## Aim of the exercise
Beginning with the line that holds "Build a routing" in the data below, give again every line through the one that holds "Road topology of", exactly as written.

## Dataset excerpts
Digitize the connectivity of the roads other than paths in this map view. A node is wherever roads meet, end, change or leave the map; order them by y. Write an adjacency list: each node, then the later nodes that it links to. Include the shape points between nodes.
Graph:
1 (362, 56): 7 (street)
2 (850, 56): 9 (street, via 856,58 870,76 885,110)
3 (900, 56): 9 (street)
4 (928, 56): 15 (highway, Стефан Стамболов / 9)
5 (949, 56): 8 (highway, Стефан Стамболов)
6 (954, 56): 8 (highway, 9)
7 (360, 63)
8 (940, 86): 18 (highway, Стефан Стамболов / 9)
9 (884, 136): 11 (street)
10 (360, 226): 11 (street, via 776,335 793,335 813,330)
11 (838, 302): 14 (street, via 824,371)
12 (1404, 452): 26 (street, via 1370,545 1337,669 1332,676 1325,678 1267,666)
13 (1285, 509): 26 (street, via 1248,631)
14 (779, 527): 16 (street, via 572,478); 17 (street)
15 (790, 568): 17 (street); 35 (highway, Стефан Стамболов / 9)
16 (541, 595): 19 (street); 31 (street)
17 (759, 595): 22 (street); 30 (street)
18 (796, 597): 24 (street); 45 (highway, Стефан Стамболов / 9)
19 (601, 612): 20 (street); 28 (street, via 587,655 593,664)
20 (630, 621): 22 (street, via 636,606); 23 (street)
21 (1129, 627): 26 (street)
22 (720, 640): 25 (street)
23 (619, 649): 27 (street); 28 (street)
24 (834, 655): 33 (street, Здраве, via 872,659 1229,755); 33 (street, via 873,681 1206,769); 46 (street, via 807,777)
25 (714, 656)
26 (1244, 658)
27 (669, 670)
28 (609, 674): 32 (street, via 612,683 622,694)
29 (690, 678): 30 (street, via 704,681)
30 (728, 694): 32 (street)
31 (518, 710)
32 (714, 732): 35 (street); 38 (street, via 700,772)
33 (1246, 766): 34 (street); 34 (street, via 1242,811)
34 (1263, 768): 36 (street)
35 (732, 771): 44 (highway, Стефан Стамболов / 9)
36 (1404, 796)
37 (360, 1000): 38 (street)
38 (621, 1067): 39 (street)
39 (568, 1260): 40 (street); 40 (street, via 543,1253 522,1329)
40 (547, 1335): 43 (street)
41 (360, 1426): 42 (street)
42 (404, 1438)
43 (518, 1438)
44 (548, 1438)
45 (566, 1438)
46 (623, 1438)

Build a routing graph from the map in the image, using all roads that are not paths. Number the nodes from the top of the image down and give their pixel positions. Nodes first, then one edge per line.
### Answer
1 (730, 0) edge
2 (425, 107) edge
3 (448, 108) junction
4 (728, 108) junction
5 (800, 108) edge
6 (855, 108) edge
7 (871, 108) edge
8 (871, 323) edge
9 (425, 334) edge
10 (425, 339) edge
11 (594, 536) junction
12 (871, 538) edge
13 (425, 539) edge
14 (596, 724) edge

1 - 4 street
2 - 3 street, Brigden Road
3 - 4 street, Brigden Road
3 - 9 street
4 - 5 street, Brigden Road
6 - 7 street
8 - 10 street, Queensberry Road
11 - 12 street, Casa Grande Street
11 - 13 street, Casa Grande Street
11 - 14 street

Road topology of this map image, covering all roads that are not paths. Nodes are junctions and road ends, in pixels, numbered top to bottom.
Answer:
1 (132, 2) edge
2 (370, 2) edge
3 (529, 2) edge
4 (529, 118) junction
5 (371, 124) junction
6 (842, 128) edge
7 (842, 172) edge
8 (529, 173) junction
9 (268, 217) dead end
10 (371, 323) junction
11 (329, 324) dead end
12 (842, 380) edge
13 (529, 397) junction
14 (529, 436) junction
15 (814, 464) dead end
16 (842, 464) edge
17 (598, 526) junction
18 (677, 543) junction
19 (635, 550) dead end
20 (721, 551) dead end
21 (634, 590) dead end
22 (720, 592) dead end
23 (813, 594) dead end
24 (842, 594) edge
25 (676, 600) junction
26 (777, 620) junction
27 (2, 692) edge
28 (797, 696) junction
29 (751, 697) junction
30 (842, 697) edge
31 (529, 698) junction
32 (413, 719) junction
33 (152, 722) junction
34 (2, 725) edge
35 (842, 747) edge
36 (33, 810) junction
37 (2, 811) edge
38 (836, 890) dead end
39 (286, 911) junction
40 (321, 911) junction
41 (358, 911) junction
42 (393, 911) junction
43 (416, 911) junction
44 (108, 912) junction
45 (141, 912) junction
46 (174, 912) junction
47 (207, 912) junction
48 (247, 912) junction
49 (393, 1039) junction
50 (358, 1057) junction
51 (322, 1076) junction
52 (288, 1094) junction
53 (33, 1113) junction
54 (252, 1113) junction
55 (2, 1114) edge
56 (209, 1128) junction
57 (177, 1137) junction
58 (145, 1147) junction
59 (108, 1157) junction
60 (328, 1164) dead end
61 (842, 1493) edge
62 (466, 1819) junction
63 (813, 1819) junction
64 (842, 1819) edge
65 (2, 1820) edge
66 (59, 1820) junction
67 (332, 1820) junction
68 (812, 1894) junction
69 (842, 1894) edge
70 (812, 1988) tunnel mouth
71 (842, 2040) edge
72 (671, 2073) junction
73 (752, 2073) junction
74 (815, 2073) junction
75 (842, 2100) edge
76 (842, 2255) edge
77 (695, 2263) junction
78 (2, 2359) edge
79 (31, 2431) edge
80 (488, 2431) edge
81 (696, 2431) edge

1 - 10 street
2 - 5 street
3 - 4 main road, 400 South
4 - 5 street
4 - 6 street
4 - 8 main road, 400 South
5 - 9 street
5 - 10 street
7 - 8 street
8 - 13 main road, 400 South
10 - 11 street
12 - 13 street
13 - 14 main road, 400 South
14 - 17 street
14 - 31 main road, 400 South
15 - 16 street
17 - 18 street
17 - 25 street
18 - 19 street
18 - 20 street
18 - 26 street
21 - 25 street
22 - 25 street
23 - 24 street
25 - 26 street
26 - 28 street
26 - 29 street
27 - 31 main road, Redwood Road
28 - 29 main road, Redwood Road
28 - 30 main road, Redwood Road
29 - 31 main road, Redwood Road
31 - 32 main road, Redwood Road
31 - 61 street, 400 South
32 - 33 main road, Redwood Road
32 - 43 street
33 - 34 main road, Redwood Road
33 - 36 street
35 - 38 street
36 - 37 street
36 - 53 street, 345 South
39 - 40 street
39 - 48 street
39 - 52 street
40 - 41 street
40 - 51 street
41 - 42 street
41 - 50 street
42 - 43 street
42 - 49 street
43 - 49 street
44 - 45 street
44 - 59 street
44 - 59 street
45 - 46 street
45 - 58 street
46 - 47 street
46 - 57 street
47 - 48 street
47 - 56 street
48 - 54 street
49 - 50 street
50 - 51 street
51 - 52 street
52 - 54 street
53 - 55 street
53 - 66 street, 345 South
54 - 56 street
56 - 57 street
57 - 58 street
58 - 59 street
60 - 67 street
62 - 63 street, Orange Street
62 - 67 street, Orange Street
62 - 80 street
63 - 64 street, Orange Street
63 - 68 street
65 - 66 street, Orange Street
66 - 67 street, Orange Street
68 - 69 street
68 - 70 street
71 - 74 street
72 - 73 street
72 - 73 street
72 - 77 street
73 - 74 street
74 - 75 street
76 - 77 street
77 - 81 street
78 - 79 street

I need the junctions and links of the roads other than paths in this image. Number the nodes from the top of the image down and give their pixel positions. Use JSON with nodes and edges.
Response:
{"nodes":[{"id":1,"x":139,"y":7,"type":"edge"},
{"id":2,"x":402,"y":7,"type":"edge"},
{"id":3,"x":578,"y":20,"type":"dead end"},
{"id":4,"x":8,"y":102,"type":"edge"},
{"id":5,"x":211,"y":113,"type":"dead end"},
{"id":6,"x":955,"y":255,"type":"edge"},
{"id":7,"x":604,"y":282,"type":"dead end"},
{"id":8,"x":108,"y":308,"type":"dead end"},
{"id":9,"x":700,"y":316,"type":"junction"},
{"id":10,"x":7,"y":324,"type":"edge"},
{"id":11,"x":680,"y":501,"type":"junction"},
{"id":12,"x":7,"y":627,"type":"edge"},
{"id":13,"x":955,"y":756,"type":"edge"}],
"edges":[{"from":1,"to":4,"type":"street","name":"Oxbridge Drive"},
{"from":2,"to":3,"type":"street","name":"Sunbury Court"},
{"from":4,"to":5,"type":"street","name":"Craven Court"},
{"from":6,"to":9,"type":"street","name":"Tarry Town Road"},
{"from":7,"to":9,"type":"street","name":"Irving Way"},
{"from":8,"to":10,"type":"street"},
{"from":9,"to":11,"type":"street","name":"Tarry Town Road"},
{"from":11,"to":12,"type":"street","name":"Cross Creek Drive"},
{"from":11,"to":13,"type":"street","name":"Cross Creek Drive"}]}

## Answer for this exercise
Build a routing graph from the map in the image, using all roads that are not paths. Number the nodes from the top of the image down and give their pixel positions. Nodes first, then one edge per line.
### Answer
1 (730, 0) edge
2 (425, 107) edge
3 (448, 108) junction
4 (728, 108) junction
5 (800, 108) edge
6 (855, 108) edge
7 (871, 108) edge
8 (871, 323) edge
9 (425, 334) edge
10 (425, 339) edge
11 (594, 536) junction
12 (871, 538) edge
13 (425, 539) edge
14 (596, 724) edge

1 - 4 street
2 - 3 street, Brigden Road
3 - 4 street, Brigden Road
3 - 9 street
4 - 5 street, Brigden Road
6 - 7 street
8 - 10 street, Queensberry Road
11 - 12 street, Casa Grande Street
11 - 13 street, Casa Grande Street
11 - 14 street

Road topology of this map image, covering all roads that are not paths. Nodes are junctions and road ends, in pixels, numbered top to bottom.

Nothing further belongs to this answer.